In [None]:
# ライブラリのインポート

from itertools import product
import numpy as np
import matplotlib.pyplot as plt
from sklearn import datasets
from sklearn.tree import DecisionTreeClassifier
from sklearn.neighbors import KNeighborsClassifier
from sklearn.svm import SVC
from sklearn.discriminant_analysis import LinearDiscriminantAnalysis

print("libraries imported")

In [None]:
# データを読み込む

iris = datasets.load_iris()

# データを見てみる
#print(iris)
print("Data")
print(iris.data.__class__)
print(iris.data)
print("Classes ", iris.target_names)
print(iris.target.__class__)
print(iris.target)

In [None]:
# データをプロットしてみる

plt.clf()
f, axarr = plt.subplots(2, 2, sharex='col', sharey='row', figsize=(11, 10))

axarr[0, 0].scatter(iris.data[:, 0], iris.data[:, 1], c=iris.target, alpha=0.6)
axarr[0, 0].set_title(iris.feature_names[0] + " vs " + iris.feature_names[1])

axarr[0, 1].scatter(iris.data[:, 1], iris.data[:, 2], c=iris.target, alpha=0.6)
axarr[0, 1].set_title(iris.feature_names[1] + " vs " + iris.feature_names[2])
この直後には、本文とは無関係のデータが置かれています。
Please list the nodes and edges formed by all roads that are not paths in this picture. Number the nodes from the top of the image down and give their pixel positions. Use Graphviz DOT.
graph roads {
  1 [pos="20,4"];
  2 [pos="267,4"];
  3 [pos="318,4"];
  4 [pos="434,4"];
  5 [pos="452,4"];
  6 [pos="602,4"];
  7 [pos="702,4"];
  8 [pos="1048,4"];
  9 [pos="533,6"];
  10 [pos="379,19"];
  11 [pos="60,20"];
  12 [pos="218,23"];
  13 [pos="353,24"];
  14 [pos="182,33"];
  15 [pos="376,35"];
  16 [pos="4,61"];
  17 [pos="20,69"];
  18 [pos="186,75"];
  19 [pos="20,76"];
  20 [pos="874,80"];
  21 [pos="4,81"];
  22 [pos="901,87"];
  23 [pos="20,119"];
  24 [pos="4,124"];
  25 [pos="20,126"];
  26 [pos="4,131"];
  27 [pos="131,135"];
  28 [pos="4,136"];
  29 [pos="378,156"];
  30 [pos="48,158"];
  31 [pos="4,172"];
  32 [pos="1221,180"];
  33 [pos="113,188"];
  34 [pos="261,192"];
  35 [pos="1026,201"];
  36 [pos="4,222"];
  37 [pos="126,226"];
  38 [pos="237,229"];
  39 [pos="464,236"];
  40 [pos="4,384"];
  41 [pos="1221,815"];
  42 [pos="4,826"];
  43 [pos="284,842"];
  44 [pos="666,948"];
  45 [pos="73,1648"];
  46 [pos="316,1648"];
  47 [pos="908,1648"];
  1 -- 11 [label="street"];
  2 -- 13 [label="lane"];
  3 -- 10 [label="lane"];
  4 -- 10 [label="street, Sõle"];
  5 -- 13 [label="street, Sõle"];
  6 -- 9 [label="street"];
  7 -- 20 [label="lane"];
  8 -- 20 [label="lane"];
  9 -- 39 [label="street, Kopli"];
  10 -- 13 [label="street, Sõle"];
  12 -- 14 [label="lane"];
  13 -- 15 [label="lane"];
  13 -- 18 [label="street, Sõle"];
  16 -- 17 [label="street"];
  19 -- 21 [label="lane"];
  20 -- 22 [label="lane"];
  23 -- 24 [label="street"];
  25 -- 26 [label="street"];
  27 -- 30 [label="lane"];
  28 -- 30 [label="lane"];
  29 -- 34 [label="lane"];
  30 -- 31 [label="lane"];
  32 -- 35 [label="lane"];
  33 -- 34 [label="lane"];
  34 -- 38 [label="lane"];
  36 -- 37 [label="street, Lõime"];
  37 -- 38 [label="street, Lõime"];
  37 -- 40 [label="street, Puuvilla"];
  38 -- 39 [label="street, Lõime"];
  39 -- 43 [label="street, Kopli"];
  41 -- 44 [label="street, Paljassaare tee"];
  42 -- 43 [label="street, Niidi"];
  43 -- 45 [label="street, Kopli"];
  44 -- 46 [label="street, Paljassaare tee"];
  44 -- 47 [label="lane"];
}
axarr[1, 0].scatter(iris.data[:, 0], iris.data[:, 3], c=iris.target, alpha=0.6)
axarr[1, 0].set_title(iris.feature_names[0] + " vs " + iris.feature_names[3])

axarr[1, 1].scatter(iris.data[:, 2], iris.data[:, 3], c=iris.target, alpha=0.6)
axarr[1, 1].set_title(iris.feature_names[2] + " vs " + iris.feature_names[3])

plt.show()

In [None]:
# 単純化のために2次元で扱う
X = iris.data[:, [0, 3]]
y = iris.target

#　識別器のインスタンスをつくる
svm = SVC(kernel='rbf', probability=True)

# 学習させる
svm.fit(X, y)

# 予測する
print(svm.predict([X[0]]))
print(svm.predict([X[100]]))
print(svm.predict([[4.5, 1.1]]))

In [None]:
# 他の識別器も同じ使い方
classifiers = [
    LinearDiscriminantAnalysis(solver="svd", store_covariance=True),
    DecisionTreeClassifier(max_depth=4),
    KNeighborsClassifier(n_neighbors=3),
    SVC(kernel='rbf', probability=True),
    ]

for classifier in classifiers:
    classifier.fit(X, y)

# Plotting decision regions
plt.clf()
x_min, x_max = X[:, 0].min() - 1, X[:, 0].max() + 1
y_min, y_max = X[:, 1].min() - 1, X[:, 1].max() + 1
xx, yy = np.meshgrid(np.arange(x_min, x_max, 0.05), np.arange(y_min, y_max, 0.05))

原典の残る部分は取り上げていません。